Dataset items
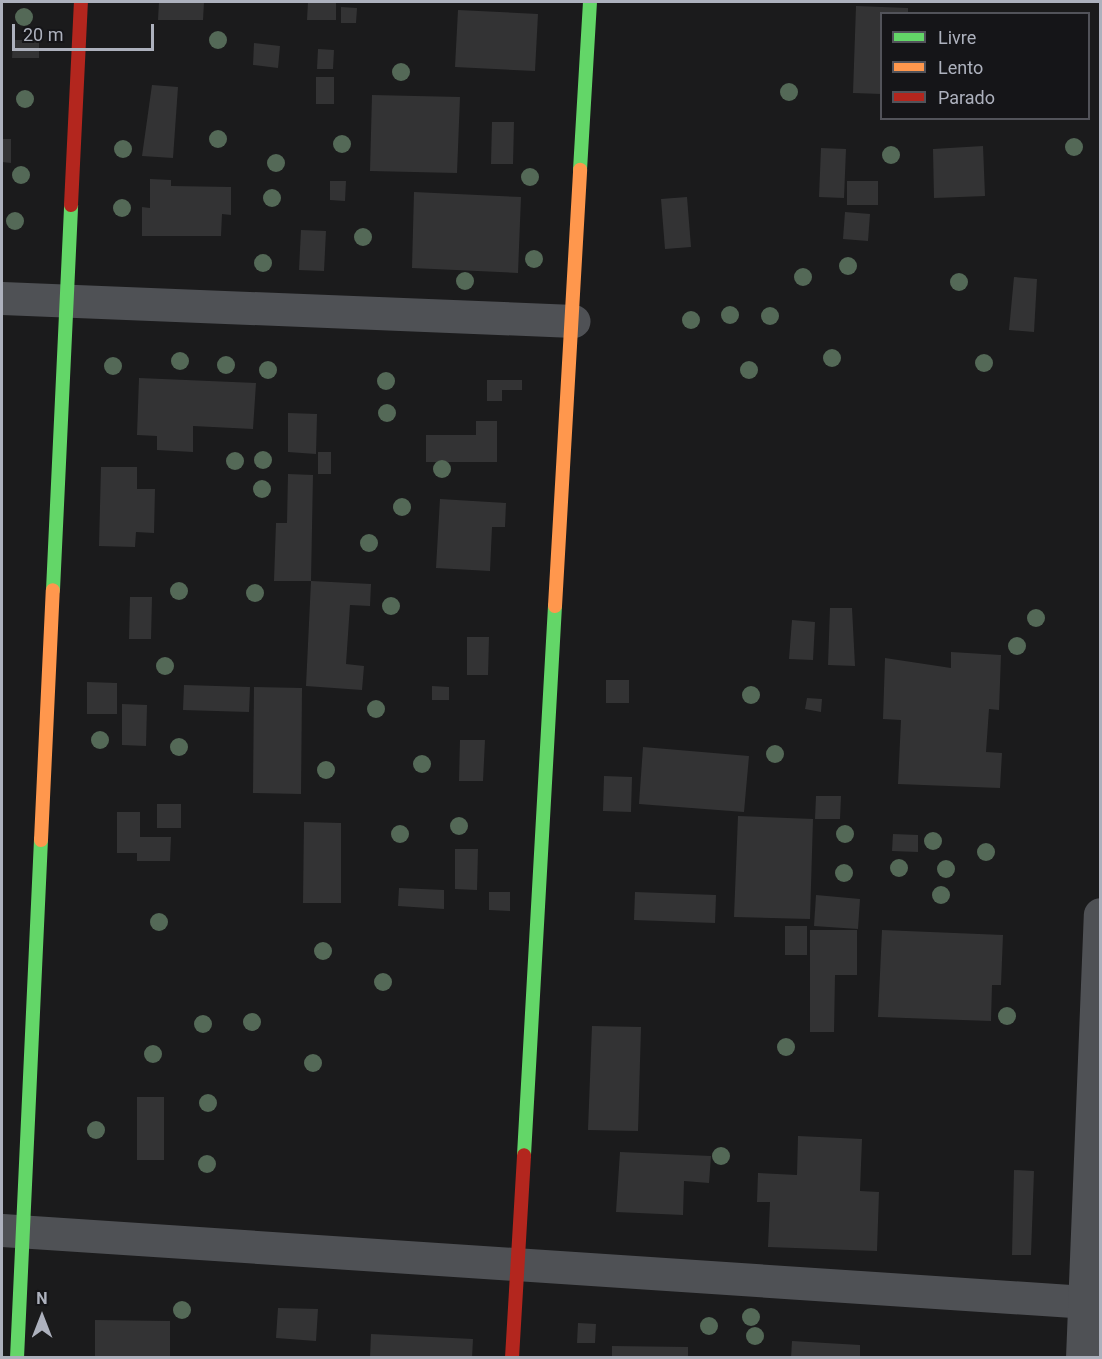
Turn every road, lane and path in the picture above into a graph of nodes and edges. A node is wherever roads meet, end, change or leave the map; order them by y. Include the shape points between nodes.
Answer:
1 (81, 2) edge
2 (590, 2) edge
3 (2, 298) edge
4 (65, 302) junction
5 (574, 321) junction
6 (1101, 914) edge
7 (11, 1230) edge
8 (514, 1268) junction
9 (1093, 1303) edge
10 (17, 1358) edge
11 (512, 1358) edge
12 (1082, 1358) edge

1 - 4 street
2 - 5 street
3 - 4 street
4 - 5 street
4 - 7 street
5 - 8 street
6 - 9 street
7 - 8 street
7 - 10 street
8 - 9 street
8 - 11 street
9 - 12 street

### Try it
With images omitted, retype the data word for word.

### Solution
Turn every road, lane and path in the picture above into a graph of nodes and edges. A node is wherever roads meet, end, change or leave the map; order them by y. Include the shape points between nodes.
Answer:
1 (81, 2) edge
2 (590, 2) edge
3 (2, 298) edge
4 (65, 302) junction
5 (574, 321) junction
6 (1101, 914) edge
7 (11, 1230) edge
8 (514, 1268) junction
9 (1093, 1303) edge
10 (17, 1358) edge
11 (512, 1358) edge
12 (1082, 1358) edge

1 - 4 street
2 - 5 street
3 - 4 street
4 - 5 street
4 - 7 street
5 - 8 street
6 - 9 street
7 - 8 street
7 - 10 street
8 - 9 street
8 - 11 street
9 - 12 street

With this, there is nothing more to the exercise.